Provided entries

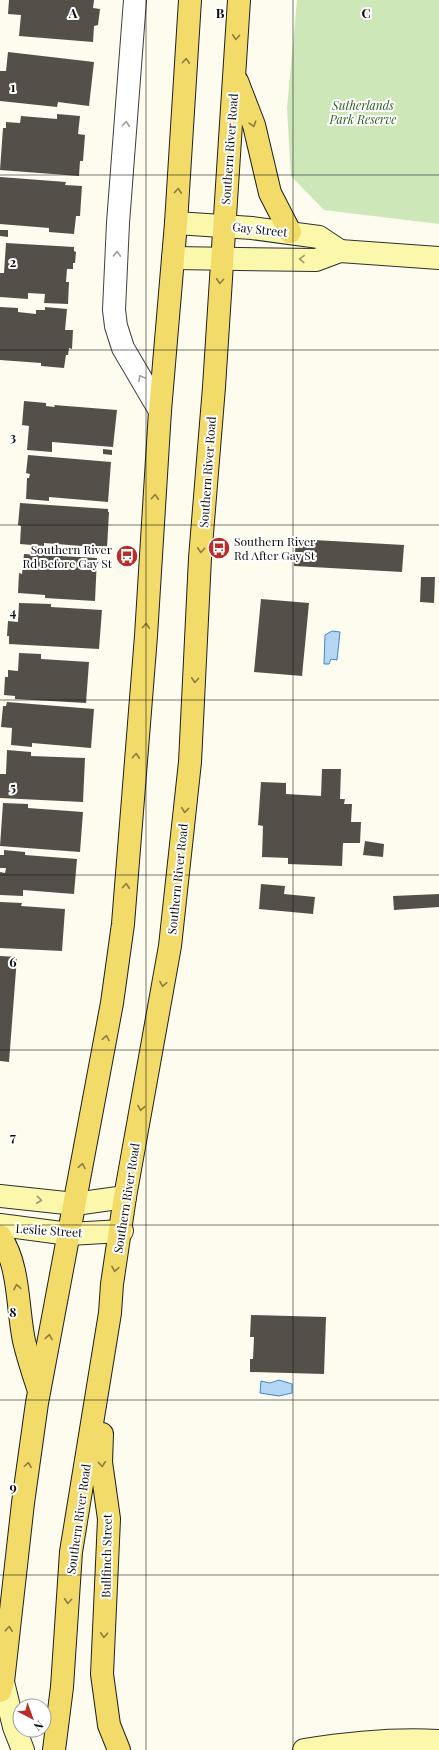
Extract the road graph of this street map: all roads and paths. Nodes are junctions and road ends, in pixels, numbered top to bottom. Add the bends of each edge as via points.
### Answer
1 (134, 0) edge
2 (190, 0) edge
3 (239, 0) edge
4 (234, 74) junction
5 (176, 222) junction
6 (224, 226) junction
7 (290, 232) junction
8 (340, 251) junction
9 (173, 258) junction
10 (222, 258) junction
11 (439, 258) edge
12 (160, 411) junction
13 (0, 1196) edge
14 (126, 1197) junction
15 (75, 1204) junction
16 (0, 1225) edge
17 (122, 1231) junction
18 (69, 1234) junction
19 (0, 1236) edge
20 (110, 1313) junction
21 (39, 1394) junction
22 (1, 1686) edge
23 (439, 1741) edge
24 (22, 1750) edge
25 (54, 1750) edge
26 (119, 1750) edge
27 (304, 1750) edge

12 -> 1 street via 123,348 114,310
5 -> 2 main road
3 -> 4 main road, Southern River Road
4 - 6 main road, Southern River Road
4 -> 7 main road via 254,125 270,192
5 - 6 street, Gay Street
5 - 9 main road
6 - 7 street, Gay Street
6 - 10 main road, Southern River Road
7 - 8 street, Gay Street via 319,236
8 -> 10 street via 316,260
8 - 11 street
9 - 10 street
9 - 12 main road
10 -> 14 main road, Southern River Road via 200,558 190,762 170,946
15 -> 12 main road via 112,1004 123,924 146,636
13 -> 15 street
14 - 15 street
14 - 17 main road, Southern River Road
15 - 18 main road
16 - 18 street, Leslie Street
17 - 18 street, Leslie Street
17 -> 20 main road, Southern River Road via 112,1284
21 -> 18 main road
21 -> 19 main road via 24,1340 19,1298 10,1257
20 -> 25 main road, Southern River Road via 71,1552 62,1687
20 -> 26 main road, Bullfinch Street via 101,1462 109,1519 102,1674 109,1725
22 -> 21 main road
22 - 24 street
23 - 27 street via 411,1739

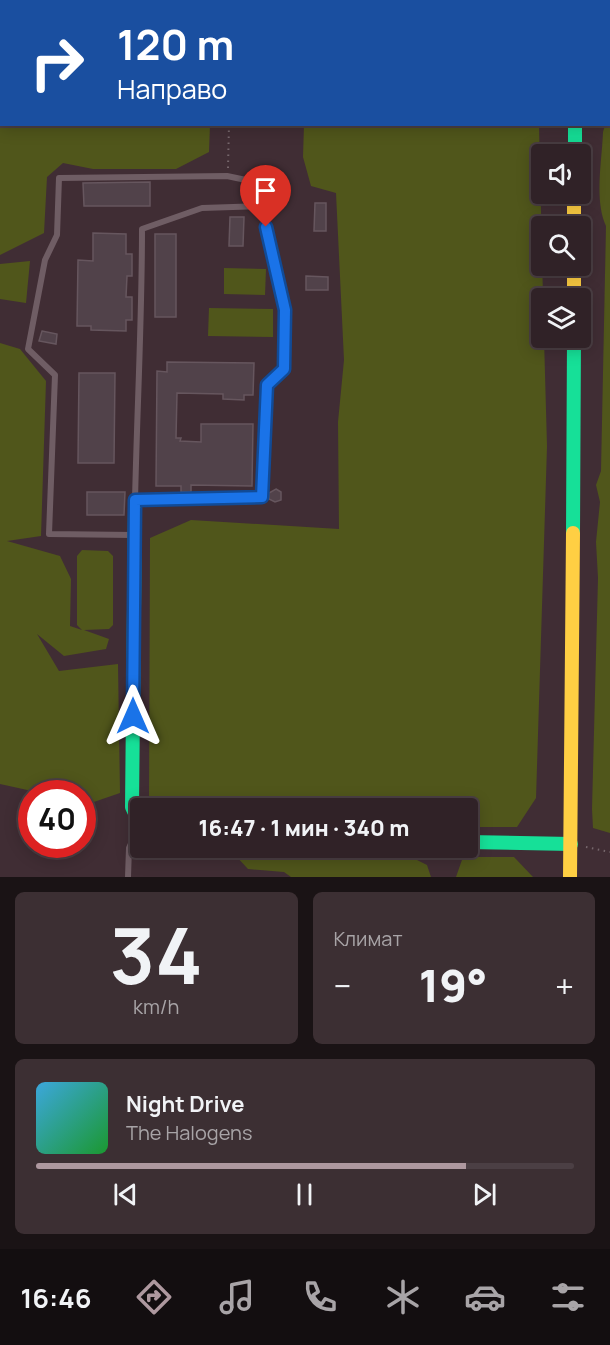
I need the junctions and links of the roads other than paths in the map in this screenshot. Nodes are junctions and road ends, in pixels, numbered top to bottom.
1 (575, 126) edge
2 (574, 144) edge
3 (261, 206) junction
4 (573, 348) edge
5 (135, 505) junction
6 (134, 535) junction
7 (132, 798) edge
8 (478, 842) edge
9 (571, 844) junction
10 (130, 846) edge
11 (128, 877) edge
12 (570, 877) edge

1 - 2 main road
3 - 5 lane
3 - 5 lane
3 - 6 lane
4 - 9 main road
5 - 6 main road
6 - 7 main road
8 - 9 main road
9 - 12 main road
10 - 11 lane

Task objective
Return verbatim each line from the one that mentions "I need the junctions" to the end of the entries, inclusive.

Problem solution
I need the junctions and links of the roads other than paths in the map in this screenshot. Nodes are junctions and road ends, in pixels, numbered top to bottom.
1 (575, 126) edge
2 (574, 144) edge
3 (261, 206) junction
4 (573, 348) edge
5 (135, 505) junction
6 (134, 535) junction
7 (132, 798) edge
8 (478, 842) edge
9 (571, 844) junction
10 (130, 846) edge
11 (128, 877) edge
12 (570, 877) edge

1 - 2 main road
3 - 5 lane
3 - 5 lane
3 - 6 lane
4 - 9 main road
5 - 6 main road
6 - 7 main road
8 - 9 main road
9 - 12 main road
10 - 11 lane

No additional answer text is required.